En 1865, la population du quartier décide de prendre le taureau par les cornes. Deux couples, les époux Montagnieux et Gonnet, les premiers tisserands et les seconds agriculteurs, font donation à l’évêque de Grenoble d’un terrain situé en plein champs, sur l’actuelle rue Ernest-Renan, pour « servir à l’édification d’une église qui sera élevée par souscription aux frais des habitants du Moulin-à-Vent ». Le curé de Vénissieux est évidemment de mèche : non seulement il soutient l’initiative, mais il va chercher un prêtre pour desservir la future église. Son choix se porte sur Antoine Chevrier. Né à Lyon en 1826, le père Chevrier est depuis 1850 le vicaire de la paroisse Saint-André, à La Guillotière. Dans ce quartier déshérité, essentiellement peuplé d’ouvriers, il fait preuve d’une conduite exemplaire, accueillant les mendiants, soutenant les personnes en détresse, ouvrant sa porte et son cœur à tous ceux que la société délaisse, même s’ils ne croient pas en Dieu. Pour trouver l’argent nécessaire à son œuvre, il va jusqu’à mendier aux portes des églises. En 1860, il fonde, toujours à La Guillotière, une institution destinée à abriter et à éduquer des enfants pauvres : le Prado. Devant tant de dévouement, les fidèles parlent de Chevrier comme d’un « second curé d’Ars » (saint Jean-Marie Vianney), et viennent par centaines assister à ses messes. De temps à autre, pour se reposer de sa charge, le père Chevrier se retire dans une maisonnette de Saint-Fons. C’est là que le curé de Vénissieux vient le trouver et lui propose, en décembre 1865, de poursuivre sa mission au Moulin-à-Vent.
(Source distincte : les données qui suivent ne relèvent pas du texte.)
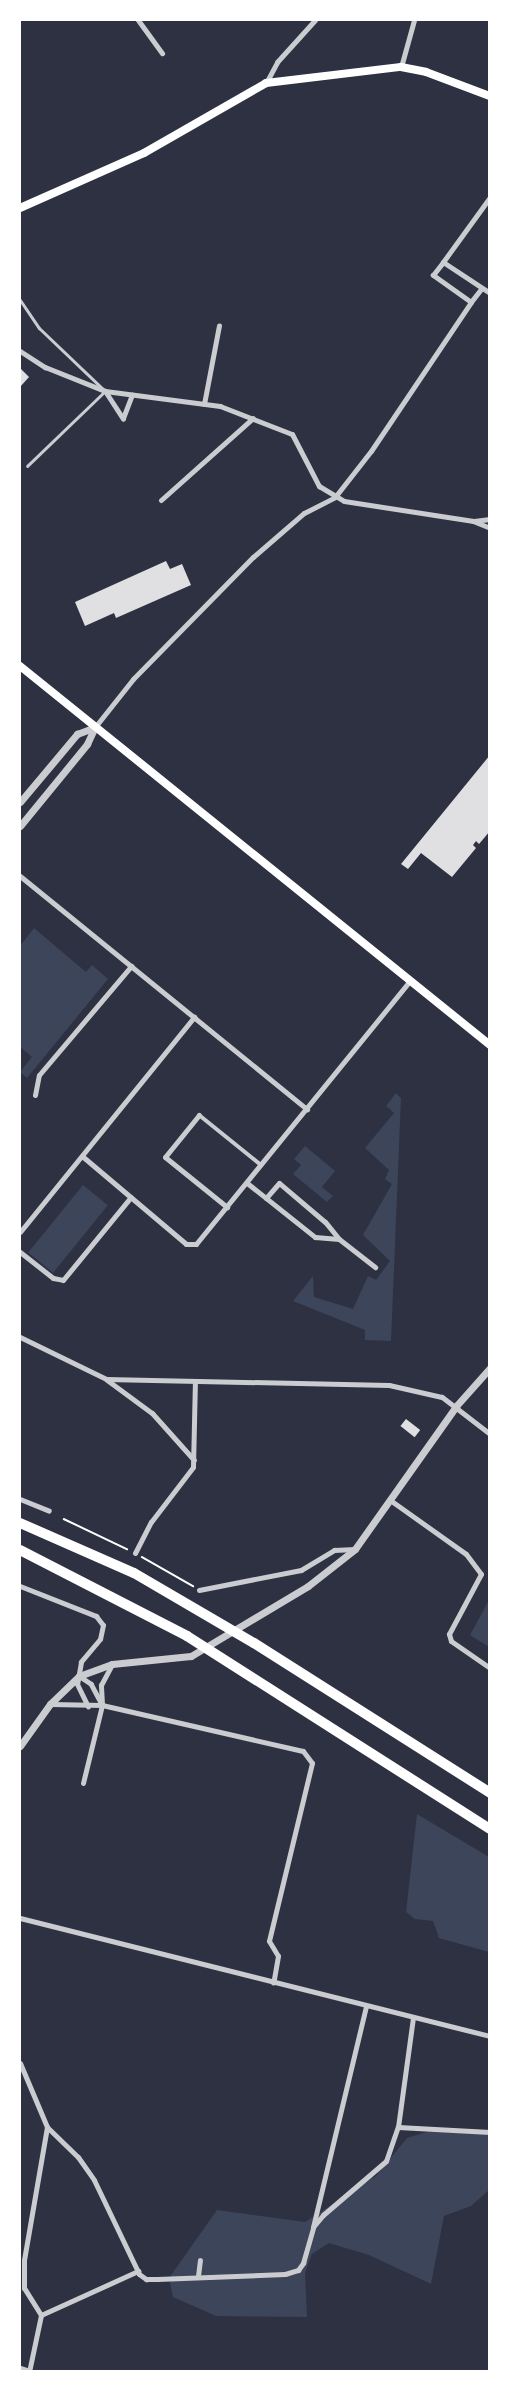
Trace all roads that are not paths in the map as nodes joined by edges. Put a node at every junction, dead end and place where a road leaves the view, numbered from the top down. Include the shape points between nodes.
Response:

Chevrier accepte, de même que l’évêque de Grenoble, dont dépend Vénissieux.
Sitôt arrivé au Moulin-à-Vent, le père Chevrier fait bâtir une chapelle sur le terrain donné par les époux Gonnet et Montagnieux. Les fondations sont creusées au printemps 1866 par les pensionnaires de l’asile psychiatrique de Saint-Jean-de-Dieu, puis un maçon vénissian, Joseph Forest, élève les murs en pisé. Le chantier va bon train, à tel point qu’en moins de deux ans, la nouvelle chapelle reçoit sa cloche, fondue par le Lyonnais Morel, ses vitraux, réalisés par Maître Coponat, un beau tableau signé Douillet, et tous les objets nécessaires au culte. Les habitants du quartier, pourtant essentiellement ouvriers et maraîchers, se sont saignés aux quatre veines pour financer le tout, tandis que le père Chevrier a lui-même mis la main à la poche lorsque l’argent manquait. Enfin la chapelle est là, et on la dédie à l’Immaculée Conception. Le prêtre et ses fidèles se tournent alors vers la municipalité de Vénissieux, pour en faire don à la commune. Leur démarche n’a rien d’insolite, les Villeurbannais ayant procédé de la sorte pour leurs églises des Charpennes et de la place Grandclément. Mais à Vénissieux, les élus ne l’entendent pas de même. Le 11 septembre 1866, le maire et le conseil municipal refusent catégoriquement le don du sanctuaire. Les habitants du Moulin-à-Vent n’ont qu’à se rendre à la chapelle de l’asile Saint-Jean-de-Dieu, disent-ils, ou à La Guillotière, comme ils le font depuis plus de quarante ans. Mais la principale raison de ce refus tient dans la crainte des dépenses qu’entraînerait l’acceptation du lieu de culte ; les finances communales ne les supporteraient pas.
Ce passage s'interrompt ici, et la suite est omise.